Chili stew

 
Chicken chili steaming

I treat chili like a stew, meaning I never make it the same way twice. I always include beans, because I try to eat lower on the food chain. For some people that means my stew is not chili, so, in that case, call it bean stew.

Decision One: meat or no meat. If meat, which one or ones?

Decision Two: which beans? One kind or several? From scratch or canned? (Not a big compromise to used canned, but you do lose a bit in texture and flavor, but of course make it up in speed.)

Decision Three: general flavor profile. Mostly chilis. Something more? Both are good, but this changes what you do.

Decision Four: to add a grain (or several)—or not.

Here’re my usual current trends….

Fry up some good bacon, chopped. Remove the bits, saute chopped onion in bacon grease. Add some garlic and let go for 1–2 minutes. Remove from pan and brown meat if using beef/bison chunks or chicken/turkey. I never use ground meat—although sometimes I do use sausage, which of course is ground meat (ah, complexities).

I usually cook one or two grains separately before adding (start the same time you get the bacon out of the fridge). Favorites are barley and wild rice (which can be simmered together). Sometimes I stir in frozen maize just before serving (just give it time to get hot)—and Trader Joes has a frozen roasted corn that adds nice notes.

Then add the onions/garlic back in, add some tomatoes (canned, again, are fine), and several cans of beans (rinsed). Delay adding the beans if you are worried about them getting too soft while the rest of the stew is coming together.

Now build the flavor. You can add chilis in some form (e.g., raw jalapeños, poblanos, canned green chilis, whatever you prefer). You can add a hot sauce. You can add some Worchestershire sauce, some soy sauce, and maybe some BBQ sauce to round out the flavor. I also often add some smoked paprika.

Herbs. Lately I’ve been adding a few pinches of dried lavender. Some oregano. Parsley maybe. Basil. Cumin is an option—more that a little and you will really taste it, which is fine if that’s the direction you want to go—otherwise, you may find it overwhelming. If you’re adding fresh herbs, stir them in (or some of them in) just before serving.

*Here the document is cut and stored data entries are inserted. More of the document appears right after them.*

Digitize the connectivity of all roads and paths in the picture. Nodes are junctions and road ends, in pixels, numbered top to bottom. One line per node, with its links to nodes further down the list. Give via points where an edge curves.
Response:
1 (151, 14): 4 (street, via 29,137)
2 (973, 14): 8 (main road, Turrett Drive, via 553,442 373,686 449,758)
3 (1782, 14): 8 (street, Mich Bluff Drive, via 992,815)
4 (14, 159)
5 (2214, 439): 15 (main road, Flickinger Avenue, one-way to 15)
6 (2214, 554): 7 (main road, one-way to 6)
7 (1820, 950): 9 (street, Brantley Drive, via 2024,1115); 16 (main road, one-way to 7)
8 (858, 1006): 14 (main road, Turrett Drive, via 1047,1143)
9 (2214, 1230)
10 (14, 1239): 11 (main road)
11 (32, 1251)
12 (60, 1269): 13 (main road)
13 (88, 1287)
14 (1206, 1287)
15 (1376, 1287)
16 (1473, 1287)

My latest new trend is to use the dried tomatoes that TJs sells that are bagged and not packed in oil, and are pliable and tasty. I chop them, then stir them in, adding water or broth to give them enough liquid to soften. Do this when beginning to bring the whole stew together.

Salt and fresh-ground black pepper.

Serve as is, with a drizzle of oil, some cheese, yoghurt, a side salad (lots of vinegar!), whatever trips your tongue.